Navaswara.com — Di tengah krisis iklim global yang kian nyata, Indonesia kembali menegaskan posisinya sebagai bangsa yang memandang pembangunan tidak semata soal pertumbuhan ekonomi, tetapi juga soal nilai, iman, dan tanggung jawab peradaban. Pesan tersebut mengemuka dalam Seminar Nasional Ekoteologi untuk Indonesia Hijau Berkelanjutan yang digelar Badan Pengelola Masjid Istiqlal di Jakarta, Sabtu (20/12/2025).
Mewakili Menteri Koordinator Bidang Pembangunan Manusia dan Kebudayaan (Menko PMK), Deputi Bidang Penguatan Karakter dan Jati Diri Bangsa Warsito menegaskan bahwa harmoni antara iman dan alam merupakan fondasi strategis bagi masa depan Indonesia yang berkelanjutan. Dalam pandangannya, Pancasila telah meletakkan kerangka unik bagi Indonesia bukan negara agama, bukan pula negara sekuler melainkan negara berketuhanan yang memberi ruang hidup bagi nilai-nilai spiritual dan kemanusiaan.

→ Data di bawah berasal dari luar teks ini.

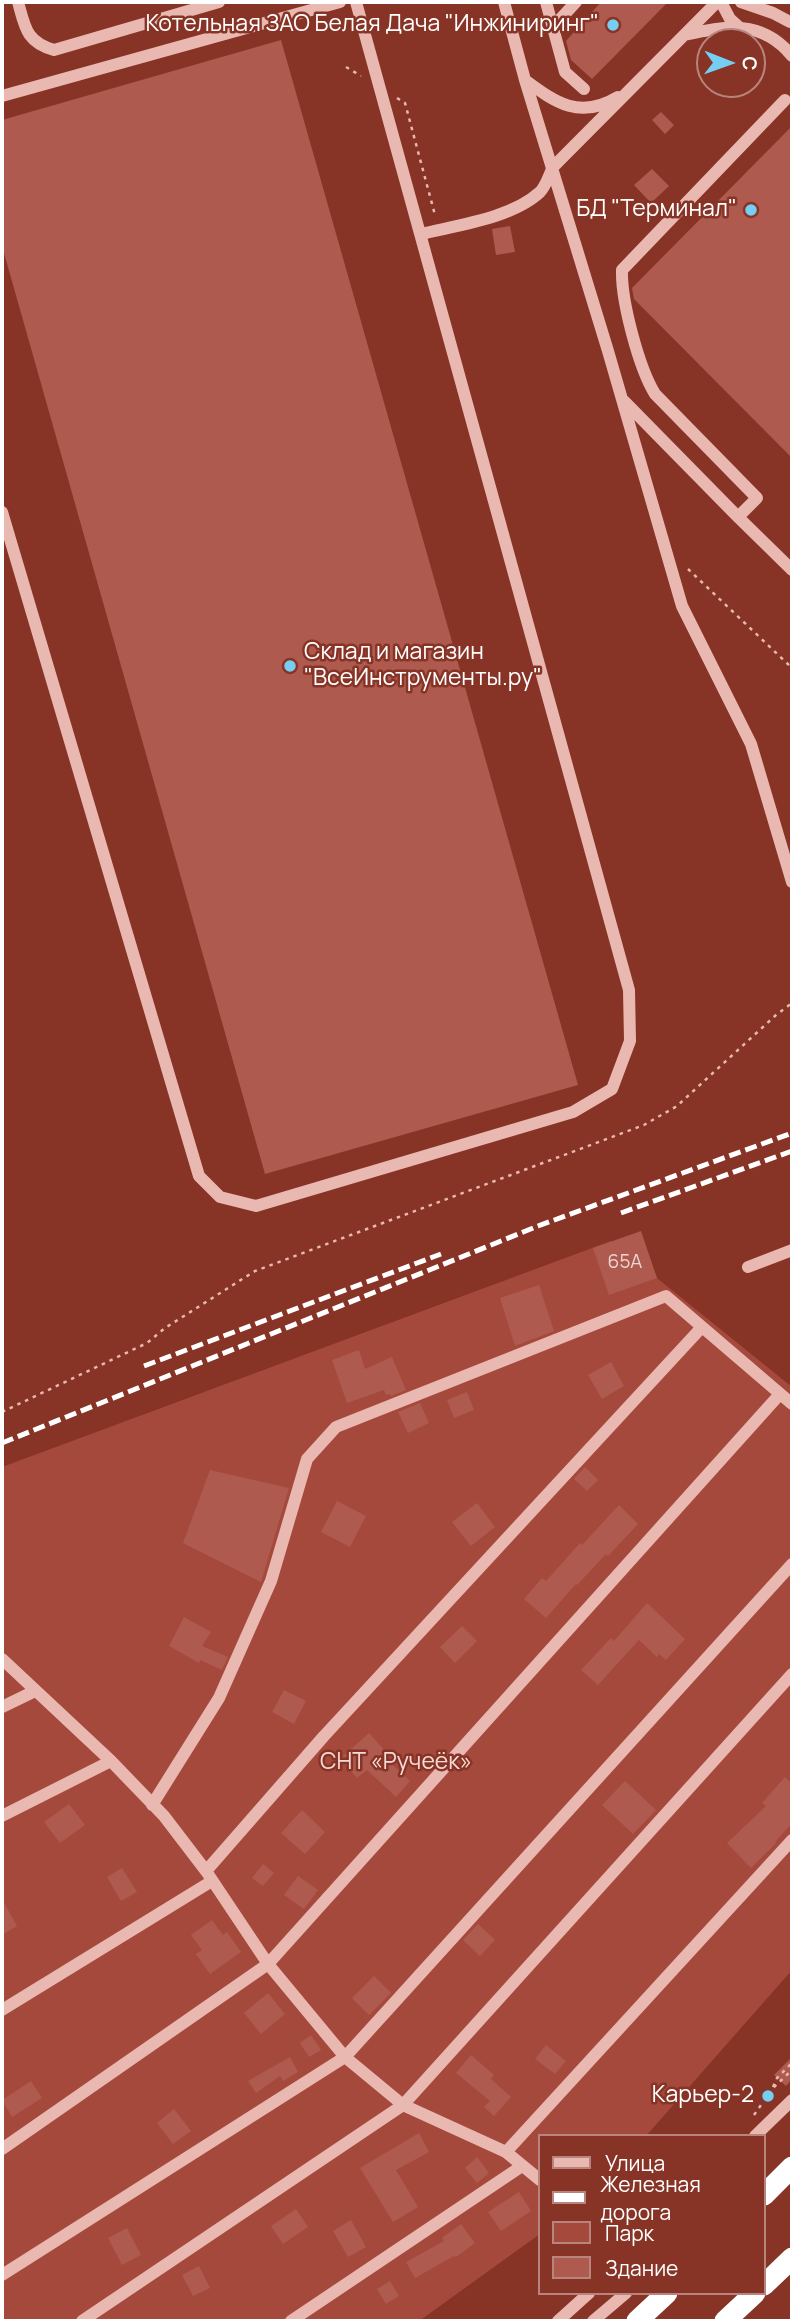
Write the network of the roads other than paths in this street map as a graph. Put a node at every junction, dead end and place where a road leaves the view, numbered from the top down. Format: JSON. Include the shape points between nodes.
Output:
{"nodes":[{"id":1,"x":18,"y":2,"type":"edge"},
{"id":2,"x":219,"y":2,"type":"edge"},
{"id":3,"x":340,"y":2,"type":"edge"},
{"id":4,"x":356,"y":2,"type":"edge"},
{"id":5,"x":504,"y":2,"type":"edge"},
{"id":6,"x":545,"y":2,"type":"edge"},
{"id":7,"x":576,"y":2,"type":"edge"},
{"id":8,"x":719,"y":2,"type":"edge"},
{"id":9,"x":741,"y":2,"type":"edge"},
{"id":10,"x":774,"y":2,"type":"edge"},
{"id":11,"x":791,"y":24,"type":"edge"},
{"id":12,"x":552,"y":28,"type":"junction"},
{"id":13,"x":716,"y":28,"type":"edge"},
{"id":14,"x":740,"y":28,"type":"joint"},
{"id":15,"x":696,"y":32,"type":"edge"},
{"id":16,"x":766,"y":33,"type":"edge"},
{"id":17,"x":684,"y":35,"type":"junction"},
{"id":18,"x":792,"y":56,"type":"edge"},
{"id":19,"x":524,"y":80,"type":"junction"},
{"id":20,"x":584,"y":89,"type":"dead end"},
{"id":21,"x":631,"y":90,"type":"junction"},
{"id":22,"x":2,"y":96,"type":"edge"},
{"id":23,"x":785,"y":100,"type":"dead end"},
{"id":24,"x":553,"y":167,"type":"junction"},
{"id":25,"x":421,"y":234,"type":"junction"},
{"id":26,"x":621,"y":398,"type":"junction"},
{"id":27,"x":2,"y":512,"type":"edge"},
{"id":28,"x":738,"y":517,"type":"junction"},
{"id":29,"x":792,"y":570,"type":"edge"},
{"id":30,"x":792,"y":882,"type":"edge"},
{"id":31,"x":792,"y":1250,"type":"edge"},
{"id":32,"x":748,"y":1267,"type":"dead end"},
{"id":33,"x":702,"y":1327,"type":"junction"},
{"id":34,"x":780,"y":1394,"type":"junction"},
{"id":35,"x":792,"y":1404,"type":"edge"},
{"id":36,"x":792,"y":1564,"type":"edge"},
{"id":37,"x":2,"y":1659,"type":"edge"},
{"id":38,"x":792,"y":1674,"type":"edge"},
{"id":39,"x":35,"y":1691,"type":"junction"},
{"id":40,"x":2,"y":1707,"type":"edge"},
{"id":41,"x":111,"y":1761,"type":"junction"},
{"id":42,"x":152,"y":1805,"type":"junction"},
{"id":43,"x":2,"y":1816,"type":"edge"},
{"id":44,"x":792,"y":1840,"type":"edge"},
{"id":45,"x":209,"y":1876,"type":"junction"},
{"id":46,"x":268,"y":1964,"type":"junction"},
{"id":47,"x":2,"y":2010,"type":"edge"},
{"id":48,"x":345,"y":2057,"type":"junction"},
{"id":49,"x":792,"y":2100,"type":"edge"},
{"id":50,"x":403,"y":2105,"type":"junction"},
{"id":51,"x":757,"y":2134,"type":"edge"},
{"id":52,"x":2,"y":2149,"type":"edge"},
{"id":53,"x":506,"y":2152,"type":"junction"},
{"id":54,"x":792,"y":2164,"type":"edge"},
{"id":55,"x":522,"y":2166,"type":"junction"},
{"id":56,"x":538,"y":2178,"type":"edge"},
{"id":57,"x":766,"y":2182,"type":"edge"},
{"id":58,"x":766,"y":2193,"type":"edge"},
{"id":59,"x":792,"y":2258,"type":"edge"},
{"id":60,"x":2,"y":2275,"type":"edge"},
{"id":61,"x":766,"y":2282,"type":"edge"},
{"id":62,"x":587,"y":2295,"type":"edge"},
{"id":63,"x":624,"y":2295,"type":"edge"},
{"id":64,"x":665,"y":2295,"type":"edge"},
{"id":65,"x":753,"y":2295,"type":"edge"},
{"id":66,"x":82,"y":2321,"type":"edge"},
{"id":67,"x":291,"y":2321,"type":"edge"},
{"id":68,"x":558,"y":2321,"type":"edge"},
{"id":69,"x":593,"y":2321,"type":"edge"},
{"id":70,"x":638,"y":2321,"type":"edge"},
{"id":71,"x":725,"y":2321,"type":"edge"}],
"edges":[{"from":1,"to":2,"type":"street","via":[[27,33],[39,45],[54,50]]},
{"from":3,"to":22,"type":"street"},
{"from":4,"to":25,"type":"street"},
{"from":5,"to":19,"type":"street"},
{"from":6,"to":12,"type":"street"},
{"from":7,"to":12,"type":"street"},
{"from":8,"to":14,"type":"street"},
{"from":8,"to":17,"type":"street"},
{"from":9,"to":11,"type":"street"},
{"from":10,"to":11,"type":"street"},
{"from":12,"to":20,"type":"street","via":[[565,72]]},
{"from":13,"to":14,"type":"street"},
{"from":15,"to":17,"type":"street"},
{"from":16,"to":18,"type":"street"},
{"from":17,"to":21,"type":"street"},
{"from":19,"to":21,"type":"street","via":[[555,102],[593,108]]},
{"from":19,"to":24,"type":"street"},
{"from":21,"to":24,"type":"street"},
{"from":23,"to":28,"type":"street","via":[[622,270],[621,289],[646,379],[655,394],[757,498]]},
{"from":24,"to":25,"type":"street","via":[[542,190],[524,204]]},
{"from":24,"to":26,"type":"street"},
{"from":25,"to":27,"type":"street","via":[[629,990],[630,1041],[612,1089],[573,1112],[256,1206],[220,1197],[199,1176]]},
{"from":26,"to":28,"type":"street"},
{"from":26,"to":30,"type":"street","via":[[682,606],[751,744]]},
{"from":28,"to":29,"type":"street"},
{"from":31,"to":32,"type":"street"},
{"from":33,"to":34,"type":"street"},
{"from":33,"to":42,"type":"street","via":[[666,1296],[336,1427],[307,1459],[271,1581],[219,1698]]},
{"from":33,"to":45,"type":"street","via":[[324,1736]]},
{"from":34,"to":35,"type":"street"},
{"from":34,"to":46,"type":"street"},
{"from":36,"to":48,"type":"street"},
{"from":37,"to":39,"type":"street"},
{"from":38,"to":50,"type":"street"},
{"from":39,"to":40,"type":"street"},
{"from":39,"to":41,"type":"street"},
{"from":41,"to":42,"type":"street"},
{"from":41,"to":43,"type":"street"},
{"from":42,"to":45,"type":"street"},
{"from":44,"to":53,"type":"street"},
{"from":45,"to":46,"type":"street"},
{"from":45,"to":47,"type":"street"},
{"from":46,"to":48,"type":"street"},
{"from":46,"to":52,"type":"street"},
{"from":48,"to":50,"type":"street"},
{"from":48,"to":60,"type":"street"},
{"from":49,"to":51,"type":"street"},
{"from":50,"to":53,"type":"street"},
{"from":50,"to":66,"type":"street"},
{"from":53,"to":55,"type":"street"},
{"from":54,"to":57,"type":"street"},
{"from":54,"to":58,"type":"highway"},
{"from":55,"to":56,"type":"street"},
{"from":55,"to":67,"type":"street"},
{"from":59,"to":61,"type":"highway"},
{"from":62,"to":68,"type":"street"},
{"from":63,"to":69,"type":"street"},
{"from":64,"to":70,"type":"highway"},
{"from":65,"to":71,"type":"highway"}]}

Indonesia, menurut Warsito, telah membuktikan bahwa agama dan negara dapat berjalan beriringan secara harmonis. Praktik toleransi dan kehidupan beragama yang inklusif tidak hanya menjadi kekuatan nasional, tetapi juga referensi global di tengah dunia yang kerap terfragmentasi oleh konflik identitas dan krisis nilai.
Namun, tantangan yang dihadapi bangsa tidaklah ringan. Perubahan iklim, degradasi lingkungan, krisis energi, hingga erosi nilai moral menjadi persoalan yang saling terkait. Warsito menegaskan bahwa Indonesia merasakan langsung dampak krisis iklim, mulai dari kenaikan suhu, penurunan kualitas air tanah, hingga pencemaran udara yang mengancam kualitas hidup masyarakat.
Dalam konteks global, posisi Indonesia dinilai sangat strategis. Dengan luas hutan tropis dan wilayah laut yang besar, Indonesia memegang peran kunci dalam agenda iklim dunia, ekonomi hijau dan biru, serta pengendalian polusi, termasuk sampah plastik. Keberhasilan Indonesia menjaga lingkungan, tegas Warsito, bukan hanya urusan nasional, melainkan juga kepentingan umat manusia.
Kerangka kebijakan sejatinya telah tersedia, mulai dari Asta Cita, RPJPN 2025–2045, hingga komitmen pada Tujuan Pembangunan Berkelanjutan (SDGs) dan moderasi beragama. Tantangan terbesarnya kini terletak pada implementasi nyata dan kolaborasi lintas sektor. Dalam hal ini, pemanfaatan teknologi digital dan kecerdasan artifisial dipandang sebagai instrumen penting untuk mendukung literasi ekologis, pemantauan lingkungan, dan edukasi publik berbasis nilai.
Warsito juga mendorong rumah ibadah untuk mengambil peran lebih luas sebagai pusat edukasi lingkungan yang berlandaskan ajaran agama. Generasi muda diposisikan sebagai agen perubahan yang mampu menjembatani nilai spiritual dengan inovasi dan teknologi.
Sejalan dengan itu, Menteri Agama sekaligus Imam Besar Masjid Istiqlal, Nasaruddin Umar, menegaskan bahwa ekoteologi bukan sekadar wacana, melainkan panggilan praksis. Ia menekankan pentingnya integrasi iman, ilmu, dan amal, seraya mengingatkan bahwa relasi manusia dengan alam adalah relasi eksistensial.
“Engkau adalah aku, aku adalah engkau. Engkau bukan hanya manusia, tetapi juga alam semesta dan seluruh makhluk hidup,” ujarnya, menegaskan bahwa kepedulian pada alam sejatinya adalah kepedulian pada diri sendiri.
Seminar ini menjadi pengingat bahwa menjaga lingkungan bukan semata agenda teknokratis, melainkan tanggung jawab moral dan spiritual. Di sanalah iman bertemu dengan alam, dan di situlah masa depan Indonesia berkelanjutan menemukan pijakannya.